On the other hand, we also need our Savior repair strategy to get things restored once Doomsday occurs. We need to experiment with this plan and assess whether it returns our configuration to a stable state as we would want. Hence we build confidence that the service mesh can tolerate failing nodes and can prevent localised failures from cascading to other nodes.

It’s becoming popular for enterprise IT to hold a Game Day to get their IT expertise ‘rehearsed’ in such situations.

Technically speaking, Envoy, an open source lightweight proxy is the building block of Istio. Envoy works alongside the Kubernetes workload pod. It acts as a gateway between the workload pod and the Kubernetes mesh. Envoy intercepts all inbound and outbound traffic to and from the app workload. Hence we can use Envoy to manipulate the traffic by using its versatile routing features.

In the following, I will focus on using Istio to carry out Chaos testing, where some network delay and HTTP error response will be introduced to emulate network issues in microservice-based applications.

Prerequisites

1. Basic knowledge in Kubernetes
2. Basic knowledge in Istio

The client request call will first reach Istio Ingress Gateway which matches the Virtual Service and Destination Rule (if any). Based on the routing configuration, the request will be dispatched to the Backend.

Istio provides two kinds of HTTP failure injection at Virtual Service level, they are namely,

1. HTTP delay fault
2. HTTP abort fault

We can use HTTP delay fault to introduce network latency when the request reaches the Ingress Gateway. The envoy proxy response flag will be set to DI indicating that the request processing was delayed for a period specified via fault injection. With more granular control, you can specify what percentage of traffic you want to delay. Following is an example YAML file for creating a virtual service injecting a five second delay to ALL matched virtual service traffic.

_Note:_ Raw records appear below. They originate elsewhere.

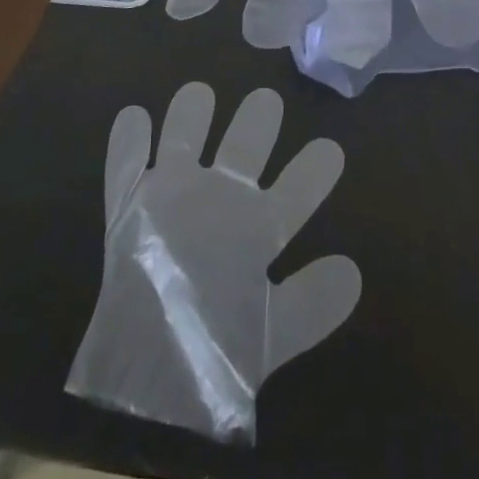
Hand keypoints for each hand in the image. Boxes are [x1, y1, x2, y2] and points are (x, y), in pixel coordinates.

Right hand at [65, 82, 360, 442]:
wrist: (149, 383)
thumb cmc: (218, 355)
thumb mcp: (273, 334)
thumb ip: (311, 305)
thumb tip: (352, 272)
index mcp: (257, 228)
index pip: (293, 192)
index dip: (312, 172)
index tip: (331, 150)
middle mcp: (220, 200)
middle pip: (241, 148)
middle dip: (254, 124)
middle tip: (266, 102)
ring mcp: (173, 196)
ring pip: (182, 139)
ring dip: (188, 118)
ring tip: (200, 95)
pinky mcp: (129, 206)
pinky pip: (126, 165)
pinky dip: (127, 143)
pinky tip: (135, 118)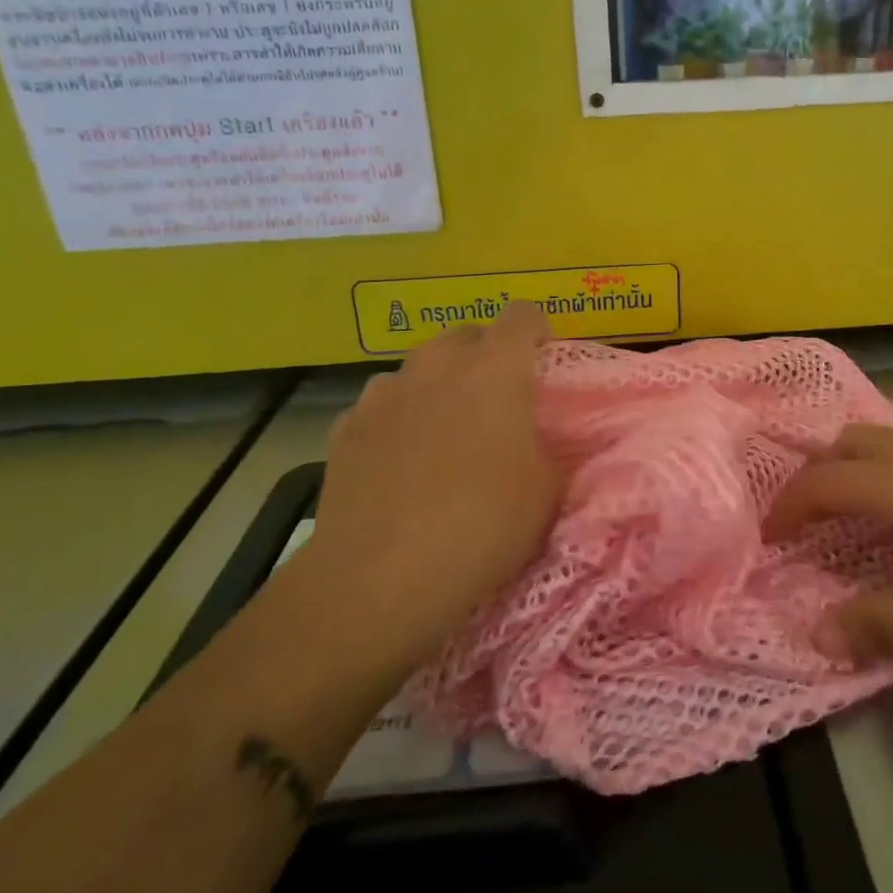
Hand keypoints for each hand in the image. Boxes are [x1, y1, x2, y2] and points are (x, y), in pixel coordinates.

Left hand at [286, 304, 561, 675]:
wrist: (382, 577)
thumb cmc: (483, 524)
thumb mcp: (546, 491)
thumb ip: (547, 449)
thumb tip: (533, 442)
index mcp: (495, 368)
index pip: (522, 315)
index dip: (536, 330)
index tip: (541, 356)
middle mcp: (436, 364)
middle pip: (466, 337)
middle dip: (485, 359)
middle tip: (496, 404)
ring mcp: (383, 392)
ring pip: (420, 371)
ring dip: (438, 389)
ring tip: (443, 437)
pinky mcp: (345, 427)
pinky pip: (382, 408)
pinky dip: (397, 423)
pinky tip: (399, 467)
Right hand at [766, 425, 892, 667]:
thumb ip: (877, 623)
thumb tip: (813, 632)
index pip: (821, 483)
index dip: (787, 508)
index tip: (769, 539)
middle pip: (845, 444)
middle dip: (814, 475)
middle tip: (803, 519)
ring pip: (881, 440)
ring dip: (850, 466)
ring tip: (848, 510)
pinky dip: (886, 467)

apiVersion: networking.istio.io/v1alpha3
kind: VirtualService
metadata:
  name: test-vs
spec:
  hosts:
  - backend
  http:
  - fault:
      delay:
        percentage:
          value: 100
        fixedDelay: 5s
    route:
    - destination:
        host: backend
  gateways:
  - ingress-gateway

Next comes the HTTP abort fault. Following is an example YAML where HTTP response code “500 — Internal Server Error” will be returned to the client for matched traffic. The envoy proxy response flag will be set to FI indicating that the request is aborted with a response code specified.

apiVersion: networking.istio.io/v1alpha3
kind: VirtualService
metadata:
  name: test-vs
spec:
  hosts:
  - backend
  http:
  - fault:
      abort:
        httpStatus: 500
        percentage:
          value: 100
    route:
    - destination:
        host: backend
  gateways:
  - ingress-gateway

You can use Istio Virtual Service to do Chaos testing at the application layer transparently, by injecting timeouts or HTTP errors into your services, without actually updating your app code. Testing the system in distress to ensure its resilience is extremely important for modern microservice applications with little tolerance for downtime.